As General Manager Dino DeGregorio described, “We have incorporated the use of andon lights utilizing light beams electronically tied to a scoreboard, which is programmed to match takt time. Once a product passes through the light barrier, the system counts and logs the production onto a visual scoreboard. Comparing these real-time results against predetermined takt time targets, the team [and anyone else] is able to confirm whether they are ahead, behind, or on pace with their production goals.”
In addition to traditional lean manufacturing tools like setup reduction, 5S (sort, straighten, shine, standardize, and sustain), and value stream mapping, VSR simplified and standardized many of the components. “Realizing that assembly is a large part of our business … we have taken steps through various departments [including design and engineering] to ensure that the product is assembly-friendly,” DeGregorio said.
In addition to higher morale, better teamwork, and a greater sense of ownership and accomplishment throughout the day, the team (and the company) has built more meaningful customer relationships by focusing on the customers’ need rather than whatever batch of material sits in front of a machine.

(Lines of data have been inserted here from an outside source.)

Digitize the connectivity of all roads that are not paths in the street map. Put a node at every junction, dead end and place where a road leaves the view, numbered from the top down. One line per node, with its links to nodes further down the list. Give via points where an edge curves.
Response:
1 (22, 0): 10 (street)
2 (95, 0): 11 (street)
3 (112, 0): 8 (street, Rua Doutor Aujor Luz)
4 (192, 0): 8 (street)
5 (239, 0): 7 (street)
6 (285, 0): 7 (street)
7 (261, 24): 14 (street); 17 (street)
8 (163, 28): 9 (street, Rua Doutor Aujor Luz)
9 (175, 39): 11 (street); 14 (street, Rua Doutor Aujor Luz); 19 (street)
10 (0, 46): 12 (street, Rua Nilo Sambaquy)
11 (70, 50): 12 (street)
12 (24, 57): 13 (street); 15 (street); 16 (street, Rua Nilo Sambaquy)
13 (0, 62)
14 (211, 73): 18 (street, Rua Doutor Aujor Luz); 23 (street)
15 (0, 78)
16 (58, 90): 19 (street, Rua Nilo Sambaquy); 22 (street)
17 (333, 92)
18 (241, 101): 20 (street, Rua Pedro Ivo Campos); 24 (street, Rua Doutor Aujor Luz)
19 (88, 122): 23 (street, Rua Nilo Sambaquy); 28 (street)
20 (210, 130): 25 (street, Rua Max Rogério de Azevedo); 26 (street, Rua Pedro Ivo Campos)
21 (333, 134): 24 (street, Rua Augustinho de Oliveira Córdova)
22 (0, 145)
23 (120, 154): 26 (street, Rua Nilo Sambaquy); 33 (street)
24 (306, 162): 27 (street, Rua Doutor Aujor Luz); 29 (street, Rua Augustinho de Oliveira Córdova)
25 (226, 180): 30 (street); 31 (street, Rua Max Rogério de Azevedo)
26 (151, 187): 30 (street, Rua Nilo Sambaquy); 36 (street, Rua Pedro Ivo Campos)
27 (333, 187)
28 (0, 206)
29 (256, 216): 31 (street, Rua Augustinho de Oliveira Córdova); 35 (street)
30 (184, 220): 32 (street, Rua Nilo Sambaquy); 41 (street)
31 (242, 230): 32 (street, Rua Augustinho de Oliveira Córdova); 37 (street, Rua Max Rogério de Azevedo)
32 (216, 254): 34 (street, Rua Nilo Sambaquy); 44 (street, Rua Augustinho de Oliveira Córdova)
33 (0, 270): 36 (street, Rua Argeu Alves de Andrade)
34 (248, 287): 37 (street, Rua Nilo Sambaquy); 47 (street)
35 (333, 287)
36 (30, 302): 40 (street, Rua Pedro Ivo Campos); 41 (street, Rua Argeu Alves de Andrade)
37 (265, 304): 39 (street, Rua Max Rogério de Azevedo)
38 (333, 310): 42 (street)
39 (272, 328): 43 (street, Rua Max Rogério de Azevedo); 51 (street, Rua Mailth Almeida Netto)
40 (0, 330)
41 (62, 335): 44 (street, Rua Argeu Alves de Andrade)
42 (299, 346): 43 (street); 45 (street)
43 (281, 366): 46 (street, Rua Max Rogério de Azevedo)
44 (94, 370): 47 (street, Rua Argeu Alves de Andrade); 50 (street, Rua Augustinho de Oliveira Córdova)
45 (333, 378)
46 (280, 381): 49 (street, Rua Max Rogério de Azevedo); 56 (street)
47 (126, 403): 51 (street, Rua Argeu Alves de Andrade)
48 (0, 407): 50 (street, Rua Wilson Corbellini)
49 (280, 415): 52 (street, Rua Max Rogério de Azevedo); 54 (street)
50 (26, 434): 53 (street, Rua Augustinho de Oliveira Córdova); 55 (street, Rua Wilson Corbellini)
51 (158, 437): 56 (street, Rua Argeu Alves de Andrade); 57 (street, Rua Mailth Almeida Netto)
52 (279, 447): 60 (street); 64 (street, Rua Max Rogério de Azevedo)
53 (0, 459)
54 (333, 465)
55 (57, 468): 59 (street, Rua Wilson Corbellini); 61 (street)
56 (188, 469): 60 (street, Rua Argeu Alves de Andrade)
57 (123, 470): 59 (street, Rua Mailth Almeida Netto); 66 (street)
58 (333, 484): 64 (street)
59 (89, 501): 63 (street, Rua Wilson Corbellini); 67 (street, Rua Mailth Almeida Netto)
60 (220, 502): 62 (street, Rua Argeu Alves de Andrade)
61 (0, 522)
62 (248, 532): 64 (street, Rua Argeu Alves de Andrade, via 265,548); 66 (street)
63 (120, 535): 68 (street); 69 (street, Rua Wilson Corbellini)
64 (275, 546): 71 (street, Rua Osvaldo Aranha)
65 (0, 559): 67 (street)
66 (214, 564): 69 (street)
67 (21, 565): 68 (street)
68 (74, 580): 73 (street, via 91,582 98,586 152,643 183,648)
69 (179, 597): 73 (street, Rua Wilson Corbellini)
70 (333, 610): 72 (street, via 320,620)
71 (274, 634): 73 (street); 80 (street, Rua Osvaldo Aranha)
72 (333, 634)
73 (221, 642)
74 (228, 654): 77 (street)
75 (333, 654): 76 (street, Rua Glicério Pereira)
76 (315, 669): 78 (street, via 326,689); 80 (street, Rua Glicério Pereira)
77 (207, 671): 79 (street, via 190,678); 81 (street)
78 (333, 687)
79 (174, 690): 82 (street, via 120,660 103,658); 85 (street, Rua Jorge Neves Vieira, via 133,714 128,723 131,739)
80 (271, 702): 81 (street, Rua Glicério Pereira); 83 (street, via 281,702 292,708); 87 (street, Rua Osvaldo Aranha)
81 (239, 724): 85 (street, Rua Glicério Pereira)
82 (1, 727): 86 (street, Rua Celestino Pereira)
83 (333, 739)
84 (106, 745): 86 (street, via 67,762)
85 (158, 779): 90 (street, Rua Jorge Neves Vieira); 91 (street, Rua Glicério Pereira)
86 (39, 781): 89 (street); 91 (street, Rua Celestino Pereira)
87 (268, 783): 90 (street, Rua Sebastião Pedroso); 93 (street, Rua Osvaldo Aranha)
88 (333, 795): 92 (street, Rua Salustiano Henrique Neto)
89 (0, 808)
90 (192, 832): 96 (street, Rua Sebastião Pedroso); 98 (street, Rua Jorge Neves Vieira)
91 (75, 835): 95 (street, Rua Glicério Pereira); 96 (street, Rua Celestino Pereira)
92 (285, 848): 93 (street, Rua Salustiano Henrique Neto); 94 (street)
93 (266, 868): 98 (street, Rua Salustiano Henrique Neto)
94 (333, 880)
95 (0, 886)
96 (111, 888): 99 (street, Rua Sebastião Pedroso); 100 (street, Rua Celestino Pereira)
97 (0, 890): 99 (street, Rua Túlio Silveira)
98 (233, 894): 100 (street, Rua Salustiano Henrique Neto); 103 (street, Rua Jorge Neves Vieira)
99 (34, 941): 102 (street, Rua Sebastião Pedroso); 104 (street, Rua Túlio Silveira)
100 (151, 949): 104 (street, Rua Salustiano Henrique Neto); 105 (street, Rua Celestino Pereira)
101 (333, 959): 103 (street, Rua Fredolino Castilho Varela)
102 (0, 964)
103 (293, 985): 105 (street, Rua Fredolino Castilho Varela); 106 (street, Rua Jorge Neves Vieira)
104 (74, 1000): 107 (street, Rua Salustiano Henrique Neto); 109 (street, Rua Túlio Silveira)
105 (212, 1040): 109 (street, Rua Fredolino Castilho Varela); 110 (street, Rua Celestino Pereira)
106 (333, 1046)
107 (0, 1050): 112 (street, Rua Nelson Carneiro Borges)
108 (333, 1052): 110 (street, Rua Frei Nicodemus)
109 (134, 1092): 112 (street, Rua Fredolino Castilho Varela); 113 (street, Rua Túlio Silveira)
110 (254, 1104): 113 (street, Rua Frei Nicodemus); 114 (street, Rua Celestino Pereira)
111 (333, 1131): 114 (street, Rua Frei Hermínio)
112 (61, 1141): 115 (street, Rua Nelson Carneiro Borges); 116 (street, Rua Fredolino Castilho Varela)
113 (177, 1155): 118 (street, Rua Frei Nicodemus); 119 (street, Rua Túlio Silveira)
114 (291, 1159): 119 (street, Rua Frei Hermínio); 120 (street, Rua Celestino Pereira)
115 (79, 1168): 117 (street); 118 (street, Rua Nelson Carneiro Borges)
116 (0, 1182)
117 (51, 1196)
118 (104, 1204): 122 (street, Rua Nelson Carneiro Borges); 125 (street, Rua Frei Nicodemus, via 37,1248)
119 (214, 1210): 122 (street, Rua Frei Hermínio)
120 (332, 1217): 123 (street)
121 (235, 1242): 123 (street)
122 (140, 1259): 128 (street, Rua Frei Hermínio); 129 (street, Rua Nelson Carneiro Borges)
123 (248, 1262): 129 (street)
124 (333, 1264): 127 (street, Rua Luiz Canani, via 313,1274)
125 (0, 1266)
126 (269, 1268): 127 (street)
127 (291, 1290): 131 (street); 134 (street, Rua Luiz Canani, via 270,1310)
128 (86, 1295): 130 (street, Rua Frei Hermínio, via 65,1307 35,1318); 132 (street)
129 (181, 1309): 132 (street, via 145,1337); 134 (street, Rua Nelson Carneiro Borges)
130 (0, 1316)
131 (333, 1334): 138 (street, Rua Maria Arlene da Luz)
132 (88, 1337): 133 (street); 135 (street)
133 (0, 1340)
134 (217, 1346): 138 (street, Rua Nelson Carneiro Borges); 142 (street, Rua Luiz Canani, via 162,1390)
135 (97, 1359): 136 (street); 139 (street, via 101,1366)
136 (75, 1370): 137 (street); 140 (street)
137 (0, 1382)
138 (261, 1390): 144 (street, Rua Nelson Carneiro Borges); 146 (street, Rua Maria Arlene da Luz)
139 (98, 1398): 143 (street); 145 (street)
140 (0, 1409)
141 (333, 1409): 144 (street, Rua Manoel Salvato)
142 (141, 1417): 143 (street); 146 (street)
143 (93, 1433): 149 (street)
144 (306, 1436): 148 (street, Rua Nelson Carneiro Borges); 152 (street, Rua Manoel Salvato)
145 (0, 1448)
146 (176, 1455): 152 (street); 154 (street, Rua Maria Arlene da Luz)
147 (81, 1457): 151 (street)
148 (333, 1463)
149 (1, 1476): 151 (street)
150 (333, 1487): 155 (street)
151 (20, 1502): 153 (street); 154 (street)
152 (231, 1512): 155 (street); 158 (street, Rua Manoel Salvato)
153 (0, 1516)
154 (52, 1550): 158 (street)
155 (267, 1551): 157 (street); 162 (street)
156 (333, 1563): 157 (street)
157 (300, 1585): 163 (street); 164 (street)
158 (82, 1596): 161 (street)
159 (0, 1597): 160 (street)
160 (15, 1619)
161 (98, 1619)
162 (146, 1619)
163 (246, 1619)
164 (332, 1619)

The company has shortened its lead-time, which has shortened the time between paying and getting paid. This improves the cash flow of the company and reduces floor space previously covered with inventory.
Among many other accomplishments, VSR’s improvement efforts have resulted in:
VSR is setting the pace and leading by example, teaching not only its vendors but also its customers the value of adopting and adapting the lean production system throughout the entire enterprise. If you ever find yourself in Las Vegas (or any casino), look at the nearly endless variety of bases supporting gaming machines. The people at VSR have worked hard to design a manufacturing and assembly process that is capable of producing custom metal and wood cabinetry on demand, often within hours instead of weeks or months.
The experience at VSR proves that American manufacturing can have a bright future, but only if we show a similar hunger to challenge the status quo; demonstrate a willingness to try new concepts; foster environments that embrace change and demand continual learning; and find a way to benefit each other through the open exchange of ideas and experiences.